Net charge-offs for the third quarter totaled $7.3 million, or 0.28% annualized of total average loans, compared to $5.9 million or 0.23% annualized in the prior quarter.  For the originated portfolio, net charge-offs as a percentage of average originated loans were 0.29% annualized, compared to 0.23% annualized in the prior quarter.  The ratio of the allowance for loan losses to total loans was 1.10%, compared to 1.13%, with the slight decrease primarily reflecting the addition of OBAF.  For the originated portfolio, the allowance for loan losses to total originated loans was 1.24%, compared to 1.26% at June 30, 2014, with the slight decline directionally consistent with the quarter’s credit quality performance.  The provision for loan losses increased $0.8 million to $11.2 million primarily due to the organic loan growth during the third quarter of 2014.  The ratio of the allowance for loan losses to total non-performing loans increased to 149.0%, compared to 138.9%. 

Year-to-Date 2014 Results – Comparison to Prior Year-to-Date
(All comparisons refer to the third quarter 2013 year-to-date, except as noted)

Results include the impact from the completion of the OBAF acquisition completed on September 19, 2014, BCSB Bancorp, Inc. (BCSB) acquisition completed on February 15, 2014, PVF Capital Corp. (PVFC) on October 12, 2013 and Annapolis Bancorp, Inc. (ANNB) on April 6, 2013. 

Net Interest Income/Loans/Deposits

Net interest income on a fully taxable equivalent basis totaled $347.8 million, increasing $53.5 million or 18.2%. The net interest margin was 3.62% compared to 3.64% in the prior year-to-date period. Average earning assets grew $2.1 billion, or 19.0%, through consistent organic loan growth and the benefit of acquisition-related growth.

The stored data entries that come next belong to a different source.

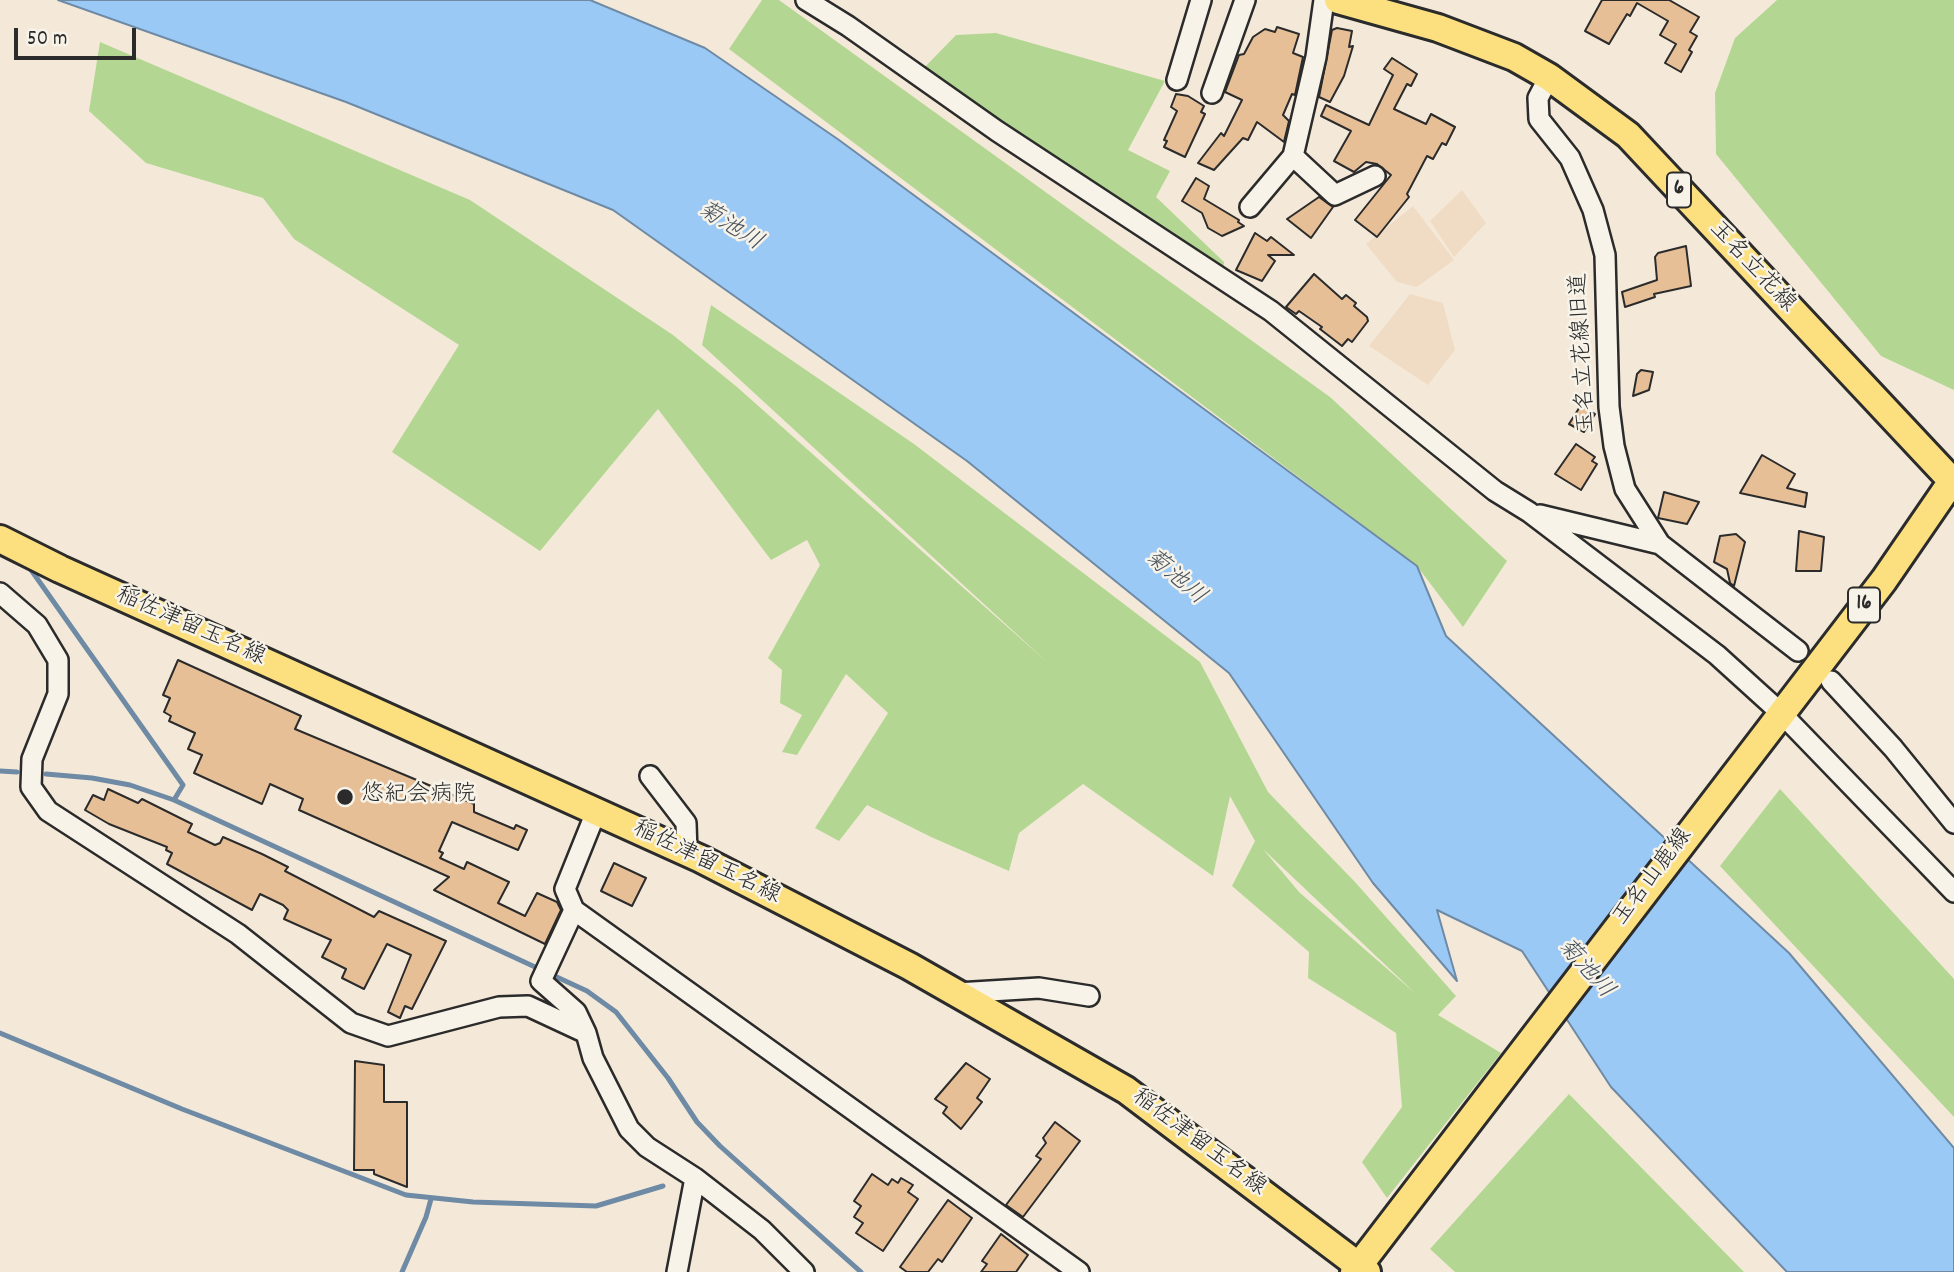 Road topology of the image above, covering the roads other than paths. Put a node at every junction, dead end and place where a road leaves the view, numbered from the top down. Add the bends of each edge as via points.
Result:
1 (806, 0) edge
2 (1201, 0) edge
3 (1245, 0) edge
4 (1324, 0) edge
5 (1338, 0) edge
6 (1549, 76) junction
7 (1177, 80) dead end
8 (1212, 93) dead end
9 (1293, 156) junction
10 (1375, 176) dead end
11 (1250, 207) dead end
12 (1954, 481) edge
13 (1529, 512) junction
14 (0, 538) edge
15 (1660, 544) junction
16 (0, 593) edge
17 (1798, 651) dead end
18 (1831, 681) dead end
19 (1775, 720) junction
20 (650, 776) dead end
21 (596, 812) junction
22 (1954, 823) edge
23 (687, 853) junction
24 (1954, 892) edge
25 (574, 910) junction
26 (957, 993) junction
27 (1089, 996) dead end
28 (586, 1033) junction
29 (695, 1178) junction
30 (1360, 1270) edge
31 (677, 1272) edge
32 (804, 1272) edge
33 (1079, 1272) edge

1 - 13 street via 1271,311 1495,491
2 - 7 street
3 - 8 street
4 - 9 street
5 - 6 main road, 玉名立花線 / 6 via 1476,41
6 - 12 main road, 玉名立花線 / 6 via 1628,135
6 - 15 street, 玉名立花線旧道 via 1538,99 1539,118 1570,158 1593,210 1605,256 1614,446 1625,489
9 - 10 street via 1335,195
9 - 11 street
12 - 19 main road, 玉名山鹿線 / 16
13 - 15 street
13 - 19 street via 1717,655
14 - 21 main road, 稲佐津留玉名線 via 72,575
15 - 17 street, 玉名立花線旧道
16 - 28 street via 37,625 58,660 58,694 32,759 31,787 48,811 238,934 351,1023 388,1036 499,1007 528,1006
18 - 22 street
19 - 24 street
19 - 30 main road, 玉名山鹿線 / 16
20 - 23 street via 685,823
21 - 23 main road, 稲佐津留玉名線
21 - 25 street via 565,889
23 - 26 main road, 稲佐津留玉名線
25 - 28 street via 541,981 576,1012
25 - 33 street
26 - 27 street via 1039,988
26 - 30 main road, 稲佐津留玉名線 via 1126,1090
28 - 29 street via 593,1058 629,1129 646,1147
29 - 31 street
29 - 32 street via 762,1230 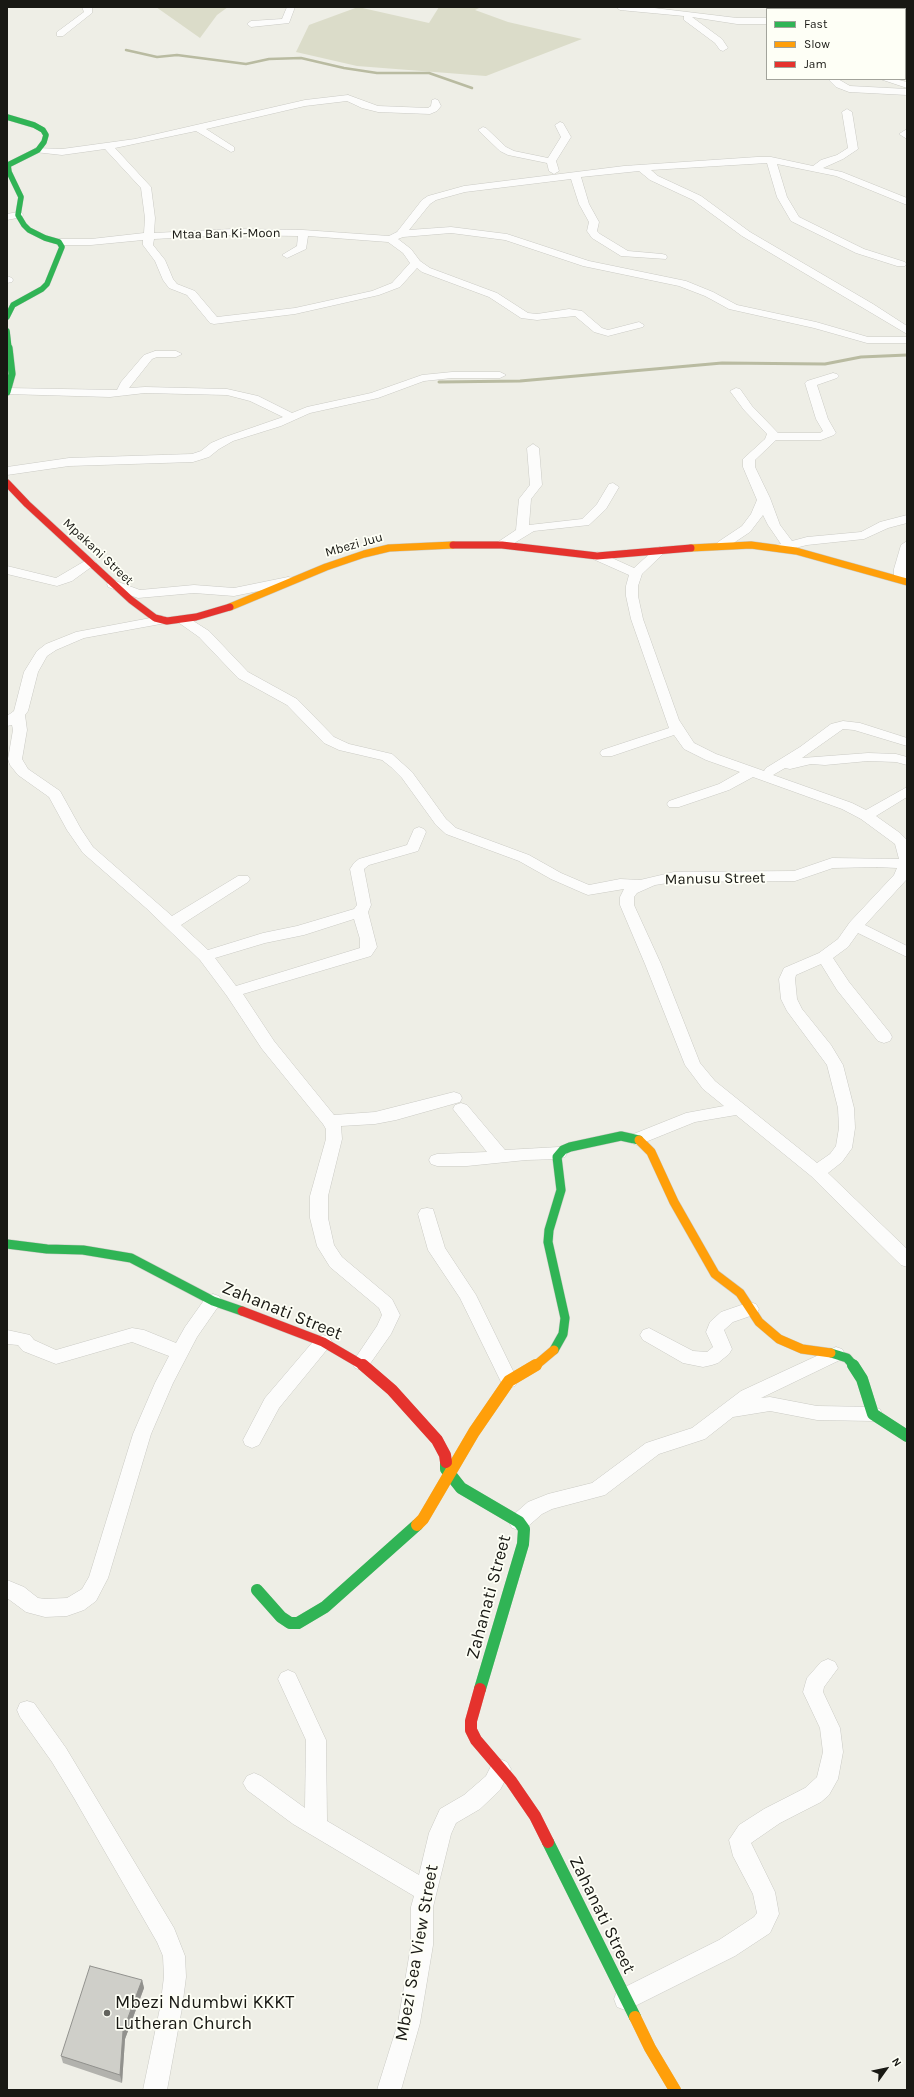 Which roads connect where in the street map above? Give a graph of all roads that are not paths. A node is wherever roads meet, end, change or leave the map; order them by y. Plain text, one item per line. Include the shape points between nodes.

Average loans totaled $10.1 billion and increased $1.6 billion, or 19.4%, reflecting strong organic average loan growth of $850 million, or 10.2%, and loans added in the acquisitions.  Growth in the commercial portfolio continued during the first nine months of 2014, with average balances growing organically $495 million or 10.9%.  Average organic consumer loan growth (consisting of direct, consumer lines of credit and indirect loans) was $393 million or 14.7%.  Organic growth results reflect the benefit of the expanded banking footprint and successful sales management.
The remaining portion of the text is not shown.